(Information Opens)
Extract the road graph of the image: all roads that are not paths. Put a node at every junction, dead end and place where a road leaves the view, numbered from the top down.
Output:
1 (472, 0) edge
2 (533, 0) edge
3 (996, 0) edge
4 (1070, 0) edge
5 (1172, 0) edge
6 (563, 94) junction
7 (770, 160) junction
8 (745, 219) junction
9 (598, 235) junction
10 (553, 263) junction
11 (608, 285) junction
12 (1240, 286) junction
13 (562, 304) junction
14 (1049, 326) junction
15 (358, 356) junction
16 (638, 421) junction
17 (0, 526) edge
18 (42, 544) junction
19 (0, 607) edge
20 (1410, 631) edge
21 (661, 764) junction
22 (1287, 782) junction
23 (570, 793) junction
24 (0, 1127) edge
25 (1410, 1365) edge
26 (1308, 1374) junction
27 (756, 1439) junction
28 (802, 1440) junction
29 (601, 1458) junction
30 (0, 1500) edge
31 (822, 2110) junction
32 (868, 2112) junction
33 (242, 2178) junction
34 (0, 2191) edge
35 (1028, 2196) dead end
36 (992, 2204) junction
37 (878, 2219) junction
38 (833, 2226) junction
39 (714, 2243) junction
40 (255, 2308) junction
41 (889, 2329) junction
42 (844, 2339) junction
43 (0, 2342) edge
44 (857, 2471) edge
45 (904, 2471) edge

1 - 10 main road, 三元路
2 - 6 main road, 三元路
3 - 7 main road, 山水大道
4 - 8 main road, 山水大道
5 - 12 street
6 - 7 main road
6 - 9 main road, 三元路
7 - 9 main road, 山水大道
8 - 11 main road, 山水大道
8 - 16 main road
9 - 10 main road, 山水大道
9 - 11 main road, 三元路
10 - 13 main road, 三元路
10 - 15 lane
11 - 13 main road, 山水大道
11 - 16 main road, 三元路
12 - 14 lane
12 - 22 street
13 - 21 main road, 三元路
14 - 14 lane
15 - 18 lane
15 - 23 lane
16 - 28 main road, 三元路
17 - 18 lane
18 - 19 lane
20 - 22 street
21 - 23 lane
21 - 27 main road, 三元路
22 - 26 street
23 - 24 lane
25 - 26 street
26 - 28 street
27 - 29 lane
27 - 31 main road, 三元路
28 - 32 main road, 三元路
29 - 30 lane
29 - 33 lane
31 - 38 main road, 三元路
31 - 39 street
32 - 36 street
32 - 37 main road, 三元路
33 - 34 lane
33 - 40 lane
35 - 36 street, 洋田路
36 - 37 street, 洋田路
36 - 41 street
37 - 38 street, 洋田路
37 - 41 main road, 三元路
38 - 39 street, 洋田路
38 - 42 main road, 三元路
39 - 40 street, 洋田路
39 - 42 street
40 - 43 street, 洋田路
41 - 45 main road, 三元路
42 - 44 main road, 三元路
(Information Closes)
What you should do: Restate the records above verbatim, omitting no line.

Exercise result:
Extract the road graph of the image: all roads that are not paths. Put a node at every junction, dead end and place where a road leaves the view, numbered from the top down.
Output:
1 (472, 0) edge
2 (533, 0) edge
3 (996, 0) edge
4 (1070, 0) edge
5 (1172, 0) edge
6 (563, 94) junction
7 (770, 160) junction
8 (745, 219) junction
9 (598, 235) junction
10 (553, 263) junction
11 (608, 285) junction
12 (1240, 286) junction
13 (562, 304) junction
14 (1049, 326) junction
15 (358, 356) junction
16 (638, 421) junction
17 (0, 526) edge
18 (42, 544) junction
19 (0, 607) edge
20 (1410, 631) edge
21 (661, 764) junction
22 (1287, 782) junction
23 (570, 793) junction
24 (0, 1127) edge
25 (1410, 1365) edge
26 (1308, 1374) junction
27 (756, 1439) junction
28 (802, 1440) junction
29 (601, 1458) junction
30 (0, 1500) edge
31 (822, 2110) junction
32 (868, 2112) junction
33 (242, 2178) junction
34 (0, 2191) edge
35 (1028, 2196) dead end
36 (992, 2204) junction
37 (878, 2219) junction
38 (833, 2226) junction
39 (714, 2243) junction
40 (255, 2308) junction
41 (889, 2329) junction
42 (844, 2339) junction
43 (0, 2342) edge
44 (857, 2471) edge
45 (904, 2471) edge

1 - 10 main road, 三元路
2 - 6 main road, 三元路
3 - 7 main road, 山水大道
4 - 8 main road, 山水大道
5 - 12 street
6 - 7 main road
6 - 9 main road, 三元路
7 - 9 main road, 山水大道
8 - 11 main road, 山水大道
8 - 16 main road
9 - 10 main road, 山水大道
9 - 11 main road, 三元路
10 - 13 main road, 三元路
10 - 15 lane
11 - 13 main road, 山水大道
11 - 16 main road, 三元路
12 - 14 lane
12 - 22 street
13 - 21 main road, 三元路
14 - 14 lane
15 - 18 lane
15 - 23 lane
16 - 28 main road, 三元路
17 - 18 lane
18 - 19 lane
20 - 22 street
21 - 23 lane
21 - 27 main road, 三元路
22 - 26 street
23 - 24 lane
25 - 26 street
26 - 28 street
27 - 29 lane
27 - 31 main road, 三元路
28 - 32 main road, 三元路
29 - 30 lane
29 - 33 lane
31 - 38 main road, 三元路
31 - 39 street
32 - 36 street
32 - 37 main road, 三元路
33 - 34 lane
33 - 40 lane
35 - 36 street, 洋田路
36 - 37 street, 洋田路
36 - 41 street
37 - 38 street, 洋田路
37 - 41 main road, 三元路
38 - 39 street, 洋田路
38 - 42 main road, 三元路
39 - 40 street, 洋田路
39 - 42 street
40 - 43 street, 洋田路
41 - 45 main road, 三元路
42 - 44 main road, 三元路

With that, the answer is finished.